In 2026, Garon’s focus shifted from proving the team could change to delivering new features and customer value in a short time. He now plans to use Flux’s prompt‑based PR evaluation and upcoming scoring signals to move from backward‑looking reports to forward‑looking signals that show whether today’s work is the right foundation for tomorrow’s goals.

Results and impact: from intuition to evidence

Flux helped Cobalt cut its active repository footprint in half, reduce the surface area of technical debt, and document a clear shift from maintenance toward feature work across the codebase. As AI‑assisted development became normal practice, Flux also showed how that shift changed the nature of what shipped, not just how much shipped.

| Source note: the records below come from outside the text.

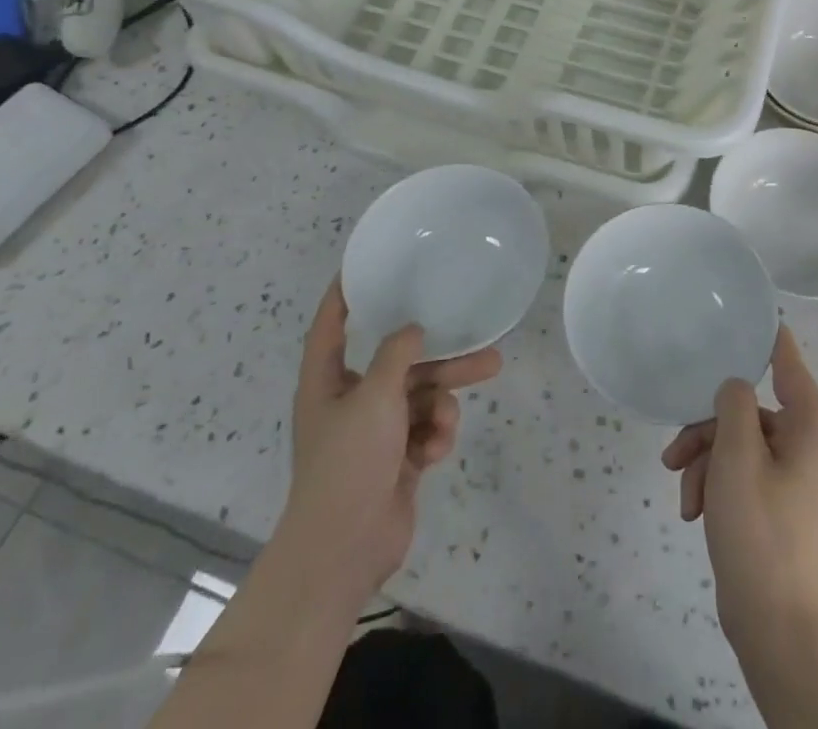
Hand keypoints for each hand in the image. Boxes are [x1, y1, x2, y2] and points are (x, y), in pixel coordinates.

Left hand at [281, 280, 501, 603]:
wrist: (345, 550)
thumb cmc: (349, 462)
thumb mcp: (375, 396)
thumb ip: (397, 354)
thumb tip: (413, 330)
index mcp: (327, 382)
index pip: (330, 327)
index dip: (341, 296)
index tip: (360, 268)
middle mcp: (350, 401)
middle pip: (399, 362)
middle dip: (440, 352)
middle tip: (477, 333)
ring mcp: (375, 433)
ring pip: (421, 394)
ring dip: (448, 394)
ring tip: (490, 373)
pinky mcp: (397, 460)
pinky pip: (425, 429)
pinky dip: (436, 434)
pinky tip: (435, 450)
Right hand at [661, 327, 817, 653]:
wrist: (775, 630)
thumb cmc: (759, 533)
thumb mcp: (737, 457)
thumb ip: (733, 404)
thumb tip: (734, 386)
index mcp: (811, 428)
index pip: (789, 363)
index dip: (768, 337)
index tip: (747, 314)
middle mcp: (808, 447)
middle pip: (749, 410)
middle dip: (707, 430)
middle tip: (674, 452)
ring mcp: (794, 479)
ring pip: (738, 444)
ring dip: (705, 463)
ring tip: (684, 496)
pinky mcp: (778, 506)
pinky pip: (742, 475)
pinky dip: (716, 487)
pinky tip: (694, 514)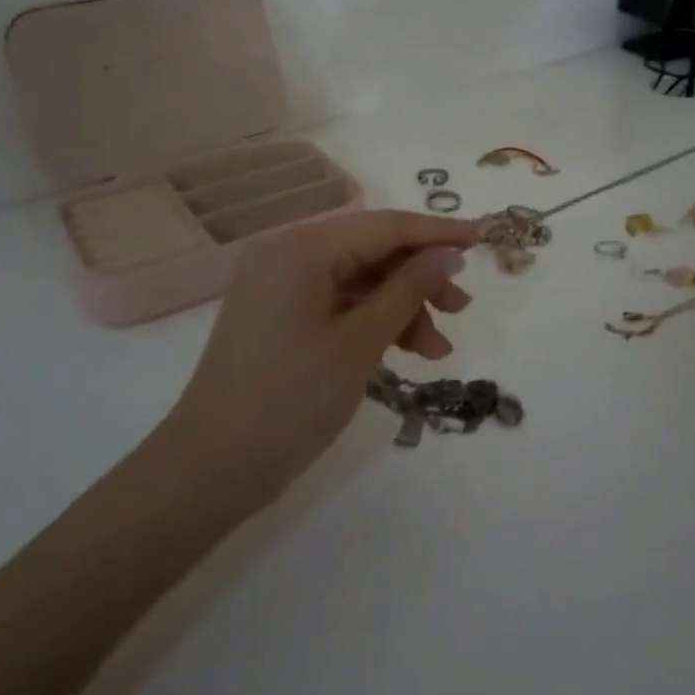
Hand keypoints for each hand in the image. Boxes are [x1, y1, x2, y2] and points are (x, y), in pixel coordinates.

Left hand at [166, 210, 476, 496]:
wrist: (211, 468)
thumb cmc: (291, 400)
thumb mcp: (361, 342)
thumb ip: (408, 290)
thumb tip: (449, 255)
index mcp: (301, 248)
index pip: (384, 226)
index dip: (437, 233)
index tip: (483, 238)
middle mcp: (287, 254)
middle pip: (371, 251)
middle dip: (419, 279)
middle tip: (462, 309)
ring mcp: (279, 285)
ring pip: (359, 280)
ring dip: (401, 307)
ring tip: (437, 350)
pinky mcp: (279, 314)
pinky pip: (338, 303)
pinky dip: (372, 322)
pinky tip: (403, 350)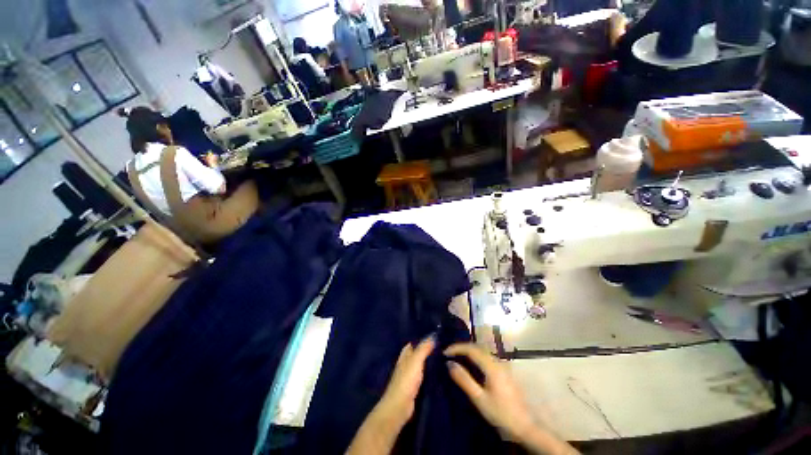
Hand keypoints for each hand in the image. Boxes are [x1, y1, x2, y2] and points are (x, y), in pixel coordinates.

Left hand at [347, 336, 434, 454]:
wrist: (400, 406)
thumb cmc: (406, 380)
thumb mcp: (415, 360)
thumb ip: (423, 348)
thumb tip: (433, 336)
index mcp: (405, 355)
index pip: (414, 342)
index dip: (423, 338)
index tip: (436, 335)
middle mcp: (406, 363)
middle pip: (418, 353)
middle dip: (428, 349)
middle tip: (443, 345)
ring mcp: (410, 375)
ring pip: (421, 363)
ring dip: (430, 360)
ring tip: (444, 356)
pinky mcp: (414, 386)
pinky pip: (424, 374)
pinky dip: (430, 371)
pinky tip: (439, 371)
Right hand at [444, 343, 534, 441]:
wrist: (525, 426)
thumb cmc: (501, 413)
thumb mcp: (479, 399)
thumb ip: (464, 380)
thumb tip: (449, 363)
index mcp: (491, 366)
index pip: (471, 349)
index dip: (456, 347)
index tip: (445, 352)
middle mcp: (497, 361)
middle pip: (477, 347)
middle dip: (461, 347)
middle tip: (449, 353)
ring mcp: (502, 365)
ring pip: (482, 351)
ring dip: (468, 351)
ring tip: (457, 357)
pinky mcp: (504, 371)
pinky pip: (486, 357)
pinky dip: (475, 356)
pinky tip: (470, 364)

Cobalt’s transformation showed up in several ways:

• Engineers moved from feeling they never had time to fix things to excitedly sharing experiments that increasingly turned into real features, with the Flux chart giving them a concrete reflection of that progress.
• Flux’s work‑by‑type percentages let engineering leadership replace rough estimates of how much work counted as features with code‑derived ratios that Finance trusted, making it easier to support R&D tax credits.

  

There is so much enthusiasm now. We’ve brought playfulness back into building software, and it’s paying off. Engineers are exploring ideas freely, then turning the best ones into production-ready capabilities that move the needle for customers.
– Mike Garon, Vice President of Engineering

Looking ahead, Garon stated, “Last year was about proving impact to the team. Flux produced the single most compelling chart of that change. This year, I don’t need to prove what we can do; we have to do it. And I need Flux to tell me if we’re achieving our goals before we miss them.”

For engineering leaders rolling out AI‑assisted development, Cobalt’s experience shows that relying on ticket data alone leaves you in the dark about what your code is actually doing; code‑level visibility turns those AI experiments into something you can manage, defend, and accelerate.